On reckoning day, my teacher stood, expectantly waiting for me to regurgitate our horrors or our heroism from the Civil Rights Movement. But without the language for it at the time, sitting at that desk, subject to the power he held over my academic career, and knowing that any refusal could invite negative consequences, my heart started thumping in my chest. Thumping as his expectation for a bit of stage play dialogue quietly overrode my family’s right to grieve, and pay proper respect, for our heritage. Thumping as those responsible for, or benefitting from, our trauma were not being similarly asked to add to the performance. Thumping to break a rib as I second-guessed my refusal, and considered telling him instead a story of our humor, achievement, or love. That our lives were not all roses, but that we did experience joy. Thump, thump, thump, said my heart as my blood heated and raced through my veins because I knew his question cared nothing about such flowers about our lives, no—his question sought only the manure. But our trauma wasn’t theoretical, or for anybody’s entertainment. Or blameless. Real people perpetuated this dirt, while their descendants continue to reap the benefit of what their ancestors sowed. 

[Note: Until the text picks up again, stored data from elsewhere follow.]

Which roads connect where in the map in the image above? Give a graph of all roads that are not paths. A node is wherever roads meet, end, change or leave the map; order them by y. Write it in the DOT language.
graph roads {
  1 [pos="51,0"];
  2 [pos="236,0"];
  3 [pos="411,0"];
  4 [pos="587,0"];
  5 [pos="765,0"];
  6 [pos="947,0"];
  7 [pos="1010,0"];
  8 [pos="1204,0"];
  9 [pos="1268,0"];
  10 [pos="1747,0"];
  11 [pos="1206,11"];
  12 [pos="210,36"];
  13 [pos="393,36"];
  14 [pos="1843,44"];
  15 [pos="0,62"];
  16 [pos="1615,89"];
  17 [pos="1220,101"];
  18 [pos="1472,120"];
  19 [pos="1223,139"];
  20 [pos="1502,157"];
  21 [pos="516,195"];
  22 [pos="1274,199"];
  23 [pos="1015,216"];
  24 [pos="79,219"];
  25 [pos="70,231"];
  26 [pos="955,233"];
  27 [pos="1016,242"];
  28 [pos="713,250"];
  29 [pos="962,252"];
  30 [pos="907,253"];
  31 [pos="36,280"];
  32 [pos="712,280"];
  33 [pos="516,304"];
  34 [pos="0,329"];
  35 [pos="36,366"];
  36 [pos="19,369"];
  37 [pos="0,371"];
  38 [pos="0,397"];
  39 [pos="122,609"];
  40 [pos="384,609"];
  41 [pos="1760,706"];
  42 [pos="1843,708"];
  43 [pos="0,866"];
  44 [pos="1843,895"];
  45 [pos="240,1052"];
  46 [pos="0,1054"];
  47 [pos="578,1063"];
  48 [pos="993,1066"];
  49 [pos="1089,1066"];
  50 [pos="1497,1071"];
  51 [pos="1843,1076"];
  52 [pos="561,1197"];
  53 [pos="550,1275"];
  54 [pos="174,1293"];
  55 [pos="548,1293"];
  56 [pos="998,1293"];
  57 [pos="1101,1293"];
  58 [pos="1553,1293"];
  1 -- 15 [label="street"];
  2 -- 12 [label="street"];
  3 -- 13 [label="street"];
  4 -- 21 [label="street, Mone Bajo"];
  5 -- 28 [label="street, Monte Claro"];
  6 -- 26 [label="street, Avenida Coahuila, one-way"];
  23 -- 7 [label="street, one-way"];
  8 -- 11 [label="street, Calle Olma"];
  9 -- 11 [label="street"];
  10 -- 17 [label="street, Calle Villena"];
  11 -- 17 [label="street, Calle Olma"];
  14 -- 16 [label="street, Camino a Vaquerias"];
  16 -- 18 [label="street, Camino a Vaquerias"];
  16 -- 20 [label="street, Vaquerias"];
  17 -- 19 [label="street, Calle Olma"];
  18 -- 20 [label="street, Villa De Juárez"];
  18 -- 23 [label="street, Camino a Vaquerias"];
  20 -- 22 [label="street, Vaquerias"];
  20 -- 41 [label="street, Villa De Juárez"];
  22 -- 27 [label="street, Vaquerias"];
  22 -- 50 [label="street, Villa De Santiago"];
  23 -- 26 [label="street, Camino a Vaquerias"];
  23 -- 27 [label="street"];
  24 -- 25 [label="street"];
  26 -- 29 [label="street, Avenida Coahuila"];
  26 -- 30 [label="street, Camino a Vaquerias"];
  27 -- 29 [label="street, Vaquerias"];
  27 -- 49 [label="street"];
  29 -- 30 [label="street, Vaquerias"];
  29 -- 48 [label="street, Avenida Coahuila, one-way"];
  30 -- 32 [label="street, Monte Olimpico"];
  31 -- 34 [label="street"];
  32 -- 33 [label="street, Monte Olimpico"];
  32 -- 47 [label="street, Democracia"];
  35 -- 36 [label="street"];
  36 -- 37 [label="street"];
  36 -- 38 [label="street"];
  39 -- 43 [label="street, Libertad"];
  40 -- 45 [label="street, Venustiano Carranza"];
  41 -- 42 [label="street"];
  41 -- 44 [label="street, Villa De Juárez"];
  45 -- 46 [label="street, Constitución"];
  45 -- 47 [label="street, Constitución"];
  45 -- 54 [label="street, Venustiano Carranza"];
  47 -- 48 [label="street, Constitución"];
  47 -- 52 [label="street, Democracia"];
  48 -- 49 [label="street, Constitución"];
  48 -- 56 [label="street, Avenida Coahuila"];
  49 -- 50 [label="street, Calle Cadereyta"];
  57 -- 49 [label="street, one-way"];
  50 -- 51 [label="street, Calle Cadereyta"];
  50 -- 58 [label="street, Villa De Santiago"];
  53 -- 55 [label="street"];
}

But perhaps these Black History Month presentations remedy anti-Black racism. Have they ever moved the needle on voter suppression, housing discrimination or the starvation of resources from predominantly Black communities? Have they ever resulted in equal pay for equal work; improved the disparate care Black people experience in the U.S. healthcare system; purified the air, water, and soil disproportionately polluted in our communities; stopped police or vigilantes from harming us; or lowered the disparately high African American incarceration rate by one single person? Perhaps. Or are they, perhaps, an opportunity for our audiences to watch us for comparison and self-assurance? To say that, no matter what horrors, or other anti-Black foolishness exist in their past, or their family’s past, at least they never committed the atrocities being acted out on stage? Perhaps. 

“Did you talk to your mother?” he asked over the sound of my heartbeat in my ears.

“Yes.”

“And? Tell me, what was your family up to during the Civil Rights Movement?” His eyes were bright and expectant again. My mouth was open and dry. Maybe it would have been easier to just answer and get it over with. 

“You know, I … I …” He must have sensed my trepidation because He came closer with that “you-can-trust-me-with-your-pain” look on his face. He sat in the desk in front of me and turned to face me, his eyes soft, likely expecting something so horrifically bloody I could barely verbalize. “I … I …feel like, maybe, I . . . should be asking you that question.” In a pulsebeat, his eyes narrowed to slits and hardened from a gentle rain to a storm. “Or maybe, we could just put this question to the whole class tomorrow?” Bubbles filled my stomach as the ground beneath me turned . . . shaky. And all because I had asked to tell our story on our terms, while also asking for an honest, full accounting of the circumstances giving rise to the Civil Rights Movement. 

He was disappointed in my insubordinate answer, he told me, as he stood up to rush me out the door. I have no idea what happened to that performance that year; I just know that I didn’t participate. But I do remember finishing rather poorly in His class.